### THE RECORDS
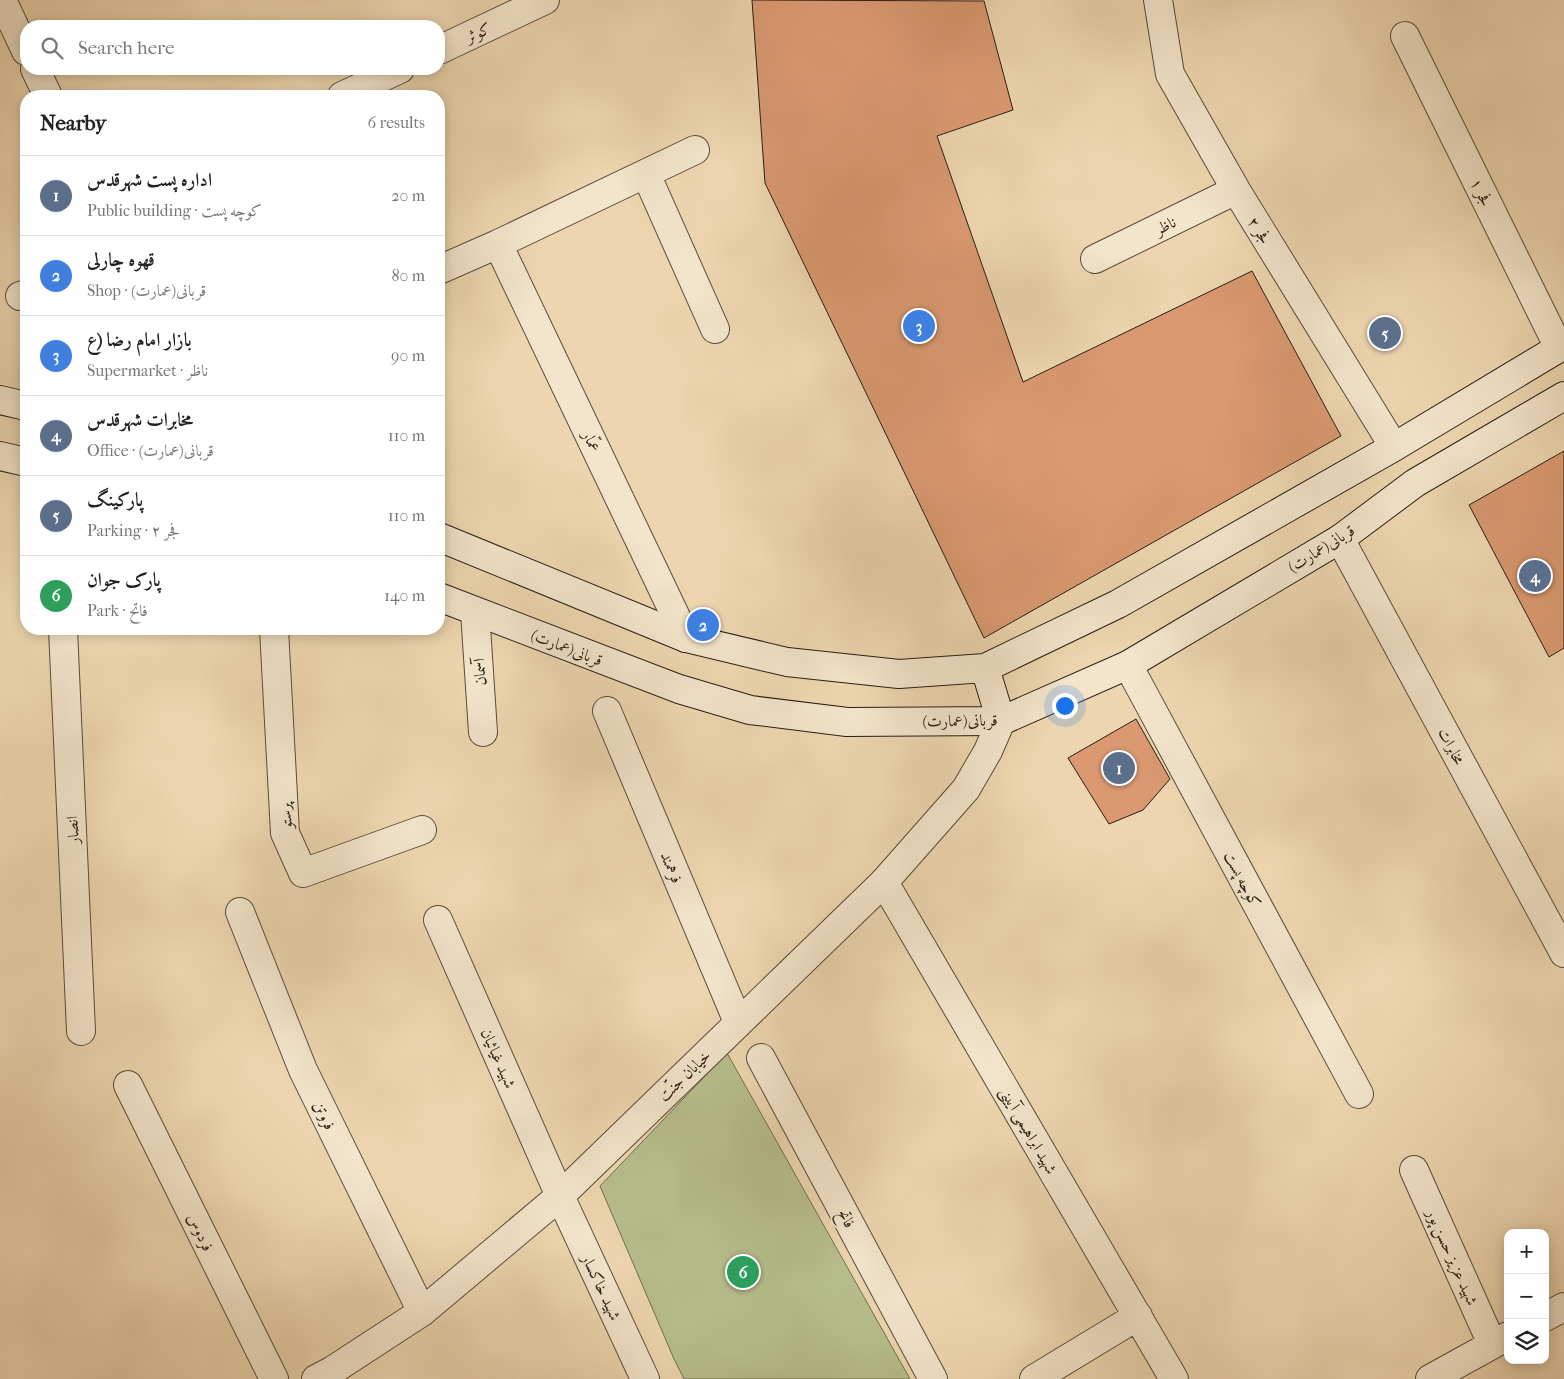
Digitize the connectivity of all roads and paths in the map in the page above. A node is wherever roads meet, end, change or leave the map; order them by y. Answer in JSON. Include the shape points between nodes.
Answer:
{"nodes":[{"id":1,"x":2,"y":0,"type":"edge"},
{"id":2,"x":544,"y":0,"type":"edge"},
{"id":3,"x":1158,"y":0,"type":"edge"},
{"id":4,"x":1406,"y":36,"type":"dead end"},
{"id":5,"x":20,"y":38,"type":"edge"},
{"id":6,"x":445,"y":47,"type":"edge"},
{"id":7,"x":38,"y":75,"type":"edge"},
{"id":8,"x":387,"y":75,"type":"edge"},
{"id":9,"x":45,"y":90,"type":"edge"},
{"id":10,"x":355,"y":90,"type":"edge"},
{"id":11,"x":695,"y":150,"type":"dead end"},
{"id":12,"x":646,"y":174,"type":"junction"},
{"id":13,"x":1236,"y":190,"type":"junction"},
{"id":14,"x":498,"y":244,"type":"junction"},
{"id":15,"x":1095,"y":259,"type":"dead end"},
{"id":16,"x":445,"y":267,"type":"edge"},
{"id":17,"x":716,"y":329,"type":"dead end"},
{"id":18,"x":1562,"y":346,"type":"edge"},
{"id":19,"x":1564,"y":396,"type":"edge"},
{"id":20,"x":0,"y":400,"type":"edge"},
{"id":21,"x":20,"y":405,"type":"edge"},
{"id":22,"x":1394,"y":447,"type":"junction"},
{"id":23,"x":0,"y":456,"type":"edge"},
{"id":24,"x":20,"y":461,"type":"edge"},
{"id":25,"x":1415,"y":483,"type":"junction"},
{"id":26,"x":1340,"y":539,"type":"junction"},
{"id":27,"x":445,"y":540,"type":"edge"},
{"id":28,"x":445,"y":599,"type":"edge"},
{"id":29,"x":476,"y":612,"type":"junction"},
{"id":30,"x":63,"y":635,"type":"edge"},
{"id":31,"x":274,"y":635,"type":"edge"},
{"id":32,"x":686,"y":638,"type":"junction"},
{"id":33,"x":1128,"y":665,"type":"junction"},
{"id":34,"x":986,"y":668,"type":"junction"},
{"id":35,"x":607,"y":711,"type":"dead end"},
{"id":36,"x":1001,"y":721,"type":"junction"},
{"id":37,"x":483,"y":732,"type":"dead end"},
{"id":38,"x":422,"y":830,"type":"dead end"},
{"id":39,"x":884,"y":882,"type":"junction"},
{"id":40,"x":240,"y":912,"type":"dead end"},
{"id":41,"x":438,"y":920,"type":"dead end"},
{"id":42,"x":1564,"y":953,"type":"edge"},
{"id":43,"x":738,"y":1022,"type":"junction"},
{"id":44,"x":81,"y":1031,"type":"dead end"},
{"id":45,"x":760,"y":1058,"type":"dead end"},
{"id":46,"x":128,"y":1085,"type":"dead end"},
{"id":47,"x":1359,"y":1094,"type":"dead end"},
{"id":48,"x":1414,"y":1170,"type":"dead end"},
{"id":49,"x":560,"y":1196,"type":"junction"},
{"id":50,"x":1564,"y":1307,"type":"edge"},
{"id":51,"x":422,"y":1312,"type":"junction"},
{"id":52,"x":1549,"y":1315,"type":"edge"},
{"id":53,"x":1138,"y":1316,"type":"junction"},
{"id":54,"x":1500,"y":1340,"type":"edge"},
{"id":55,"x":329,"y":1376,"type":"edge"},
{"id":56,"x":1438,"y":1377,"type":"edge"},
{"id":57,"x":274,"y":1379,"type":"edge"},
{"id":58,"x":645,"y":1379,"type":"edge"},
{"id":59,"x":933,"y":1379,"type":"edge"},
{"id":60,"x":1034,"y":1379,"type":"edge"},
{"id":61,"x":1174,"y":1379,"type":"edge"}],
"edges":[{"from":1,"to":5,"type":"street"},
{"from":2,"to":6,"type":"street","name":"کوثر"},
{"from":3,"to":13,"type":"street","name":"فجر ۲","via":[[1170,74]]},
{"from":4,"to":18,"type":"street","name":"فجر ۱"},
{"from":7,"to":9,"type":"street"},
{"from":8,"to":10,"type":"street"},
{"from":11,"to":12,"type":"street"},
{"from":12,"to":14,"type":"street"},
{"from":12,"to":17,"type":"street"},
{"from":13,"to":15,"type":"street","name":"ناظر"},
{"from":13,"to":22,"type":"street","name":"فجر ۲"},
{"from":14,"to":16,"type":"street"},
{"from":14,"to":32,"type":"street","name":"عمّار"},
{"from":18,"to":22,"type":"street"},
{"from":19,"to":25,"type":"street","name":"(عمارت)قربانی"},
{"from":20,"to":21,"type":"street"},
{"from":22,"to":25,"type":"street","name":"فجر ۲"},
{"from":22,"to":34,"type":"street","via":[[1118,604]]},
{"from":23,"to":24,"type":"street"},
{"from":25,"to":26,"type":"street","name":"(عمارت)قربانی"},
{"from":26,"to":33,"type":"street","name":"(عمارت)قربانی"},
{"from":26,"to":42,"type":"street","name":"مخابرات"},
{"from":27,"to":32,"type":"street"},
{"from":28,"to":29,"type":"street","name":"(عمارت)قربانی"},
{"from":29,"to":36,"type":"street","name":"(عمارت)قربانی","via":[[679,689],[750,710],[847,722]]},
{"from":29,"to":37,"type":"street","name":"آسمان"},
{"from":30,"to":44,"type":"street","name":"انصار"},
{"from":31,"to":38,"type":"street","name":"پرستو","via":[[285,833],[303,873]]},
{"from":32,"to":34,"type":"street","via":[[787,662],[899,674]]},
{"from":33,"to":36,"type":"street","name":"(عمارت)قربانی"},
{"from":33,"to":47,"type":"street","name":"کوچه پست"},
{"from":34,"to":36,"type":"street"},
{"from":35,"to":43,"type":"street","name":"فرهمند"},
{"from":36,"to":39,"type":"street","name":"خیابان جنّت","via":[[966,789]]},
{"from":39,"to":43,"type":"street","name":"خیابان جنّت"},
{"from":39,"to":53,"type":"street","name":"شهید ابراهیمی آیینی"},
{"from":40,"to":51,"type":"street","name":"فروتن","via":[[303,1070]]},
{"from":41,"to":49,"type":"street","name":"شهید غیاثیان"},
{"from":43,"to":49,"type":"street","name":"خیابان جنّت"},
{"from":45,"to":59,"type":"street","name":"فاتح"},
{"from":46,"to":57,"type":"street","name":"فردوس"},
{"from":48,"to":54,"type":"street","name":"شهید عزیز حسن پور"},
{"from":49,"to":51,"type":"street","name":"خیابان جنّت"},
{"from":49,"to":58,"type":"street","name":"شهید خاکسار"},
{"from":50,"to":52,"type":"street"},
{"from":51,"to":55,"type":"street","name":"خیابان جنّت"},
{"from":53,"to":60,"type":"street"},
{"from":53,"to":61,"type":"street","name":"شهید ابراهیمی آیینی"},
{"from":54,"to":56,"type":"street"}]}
######
Would you write out each record above exactly, with no images?

THE ANSWER —
Digitize the connectivity of all roads and paths in the map in the page above. A node is wherever roads meet, end, change or leave the map; order them by y. Answer in JSON. Include the shape points between nodes.
Answer:
{"nodes":[{"id":1,"x":2,"y":0,"type":"edge"},
{"id":2,"x":544,"y":0,"type":"edge"},
{"id":3,"x":1158,"y":0,"type":"edge"},
{"id":4,"x":1406,"y":36,"type":"dead end"},
{"id":5,"x":20,"y":38,"type":"edge"},
{"id":6,"x":445,"y":47,"type":"edge"},
{"id":7,"x":38,"y":75,"type":"edge"},
{"id":8,"x":387,"y":75,"type":"edge"},
{"id":9,"x":45,"y":90,"type":"edge"},
{"id":10,"x":355,"y":90,"type":"edge"},
{"id":11,"x":695,"y":150,"type":"dead end"},
{"id":12,"x":646,"y":174,"type":"junction"},
{"id":13,"x":1236,"y":190,"type":"junction"},
{"id":14,"x":498,"y":244,"type":"junction"},
{"id":15,"x":1095,"y":259,"type":"dead end"},
{"id":16,"x":445,"y":267,"type":"edge"},
{"id":17,"x":716,"y":329,"type":"dead end"},
{"id":18,"x":1562,"y":346,"type":"edge"},
{"id":19,"x":1564,"y":396,"type":"edge"},
{"id":20,"x":0,"y":400,"type":"edge"},
{"id":21,"x":20,"y":405,"type":"edge"},
{"id":22,"x":1394,"y":447,"type":"junction"},
{"id":23,"x":0,"y":456,"type":"edge"},
{"id":24,"x":20,"y":461,"type":"edge"},
{"id":25,"x":1415,"y":483,"type":"junction"},
{"id":26,"x":1340,"y":539,"type":"junction"},
{"id":27,"x":445,"y":540,"type":"edge"},
{"id":28,"x":445,"y":599,"type":"edge"},
{"id":29,"x":476,"y":612,"type":"junction"},
{"id":30,"x":63,"y":635,"type":"edge"},
{"id":31,"x":274,"y":635,"type":"edge"},
{"id":32,"x":686,"y":638,"type":"junction"},
{"id":33,"x":1128,"y":665,"type":"junction"},
{"id":34,"x":986,"y":668,"type":"junction"},
{"id":35,"x":607,"y":711,"type":"dead end"},
{"id":36,"x":1001,"y":721,"type":"junction"},
{"id":37,"x":483,"y":732,"type":"dead end"},
{"id":38,"x":422,"y":830,"type":"dead end"},
{"id":39,"x":884,"y":882,"type":"junction"},
{"id":40,"x":240,"y":912,"type":"dead end"},
{"id":41,"x":438,"y":920,"type":"dead end"},
{"id":42,"x":1564,"y":953,"type":"edge"},
{"id":43,"x":738,"y":1022,"type":"junction"},
{"id":44,"x":81,"y":1031,"type":"dead end"},
{"id":45,"x":760,"y":1058,"type":"dead end"},
{"id":46,"x":128,"y":1085,"type":"dead end"},
{"id":47,"x":1359,"y":1094,"type":"dead end"},
{"id":48,"x":1414,"y":1170,"type":"dead end"},
{"id":49,"x":560,"y":1196,"type":"junction"},
{"id":50,"x":1564,"y":1307,"type":"edge"},
{"id":51,"x":422,"y":1312,"type":"junction"},
{"id":52,"x":1549,"y":1315,"type":"edge"},
{"id":53,"x":1138,"y":1316,"type":"junction"},
{"id":54,"x":1500,"y":1340,"type":"edge"},
{"id":55,"x":329,"y":1376,"type":"edge"},
{"id":56,"x":1438,"y":1377,"type":"edge"},
{"id":57,"x":274,"y":1379,"type":"edge"},
{"id":58,"x":645,"y":1379,"type":"edge"},
{"id":59,"x":933,"y":1379,"type":"edge"},
{"id":60,"x":1034,"y":1379,"type":"edge"},
{"id":61,"x":1174,"y":1379,"type":"edge"}],
"edges":[{"from":1,"to":5,"type":"street"},
{"from":2,"to":6,"type":"street","name":"کوثر"},
{"from":3,"to":13,"type":"street","name":"فجر ۲","via":[[1170,74]]},
{"from":4,"to":18,"type":"street","name":"فجر ۱"},
{"from":7,"to":9,"type":"street"},
{"from":8,"to":10,"type":"street"},
{"from":11,"to":12,"type":"street"},
{"from":12,"to":14,"type":"street"},
{"from":12,"to":17,"type":"street"},
{"from":13,"to":15,"type":"street","name":"ناظر"},
{"from":13,"to":22,"type":"street","name":"فجر ۲"},
{"from":14,"to":16,"type":"street"},
{"from":14,"to":32,"type":"street","name":"عمّار"},
{"from":18,"to":22,"type":"street"},
{"from":19,"to":25,"type":"street","name":"(عمارت)قربانی"},
{"from":20,"to":21,"type":"street"},
{"from":22,"to":25,"type":"street","name":"فجر ۲"},
{"from":22,"to":34,"type":"street","via":[[1118,604]]},
{"from":23,"to":24,"type":"street"},
{"from":25,"to":26,"type":"street","name":"(عمارت)قربانی"},
{"from":26,"to":33,"type":"street","name":"(عمارت)قربانی"},
{"from":26,"to":42,"type":"street","name":"مخابرات"},
{"from":27,"to":32,"type":"street"},
{"from":28,"to":29,"type":"street","name":"(عمارت)قربانی"},
{"from":29,"to":36,"type":"street","name":"(عمارت)قربانی","via":[[679,689],[750,710],[847,722]]},
{"from":29,"to":37,"type":"street","name":"آسمان"},
{"from":30,"to":44,"type":"street","name":"انصار"},
{"from":31,"to":38,"type":"street","name":"پرستو","via":[[285,833],[303,873]]},
{"from":32,"to":34,"type":"street","via":[[787,662],[899,674]]},
{"from":33,"to":36,"type":"street","name":"(عمارت)قربانی"},
{"from":33,"to":47,"type":"street","name":"کوچه پست"},
{"from":34,"to":36,"type":"street"},
{"from":35,"to":43,"type":"street","name":"فرهمند"},
{"from":36,"to":39,"type":"street","name":"خیابان جنّت","via":[[966,789]]},
{"from":39,"to":43,"type":"street","name":"خیابان جنّت"},
{"from":39,"to":53,"type":"street","name":"شهید ابراهیمی آیینی"},
{"from":40,"to":51,"type":"street","name":"فروتن","via":[[303,1070]]},
{"from":41,"to":49,"type":"street","name":"شهید غیاثیان"},
{"from":43,"to":49,"type":"street","name":"خیابان جنّت"},
{"from":45,"to":59,"type":"street","name":"فاتح"},
{"from":46,"to":57,"type":"street","name":"فردوس"},
{"from":48,"to":54,"type":"street","name":"شهید عزیز حسن پور"},
{"from":49,"to":51,"type":"street","name":"خیابان جنّت"},
{"from":49,"to":58,"type":"street","name":"شهید خاکسار"},
{"from":50,"to":52,"type":"street"},
{"from":51,"to":55,"type":"street","name":"خیابان جنّت"},
{"from":53,"to":60,"type":"street"},
{"from":53,"to":61,"type":"street","name":"شهید ابراهیمی آیینی"},
{"from":54,"to":56,"type":"street"}]}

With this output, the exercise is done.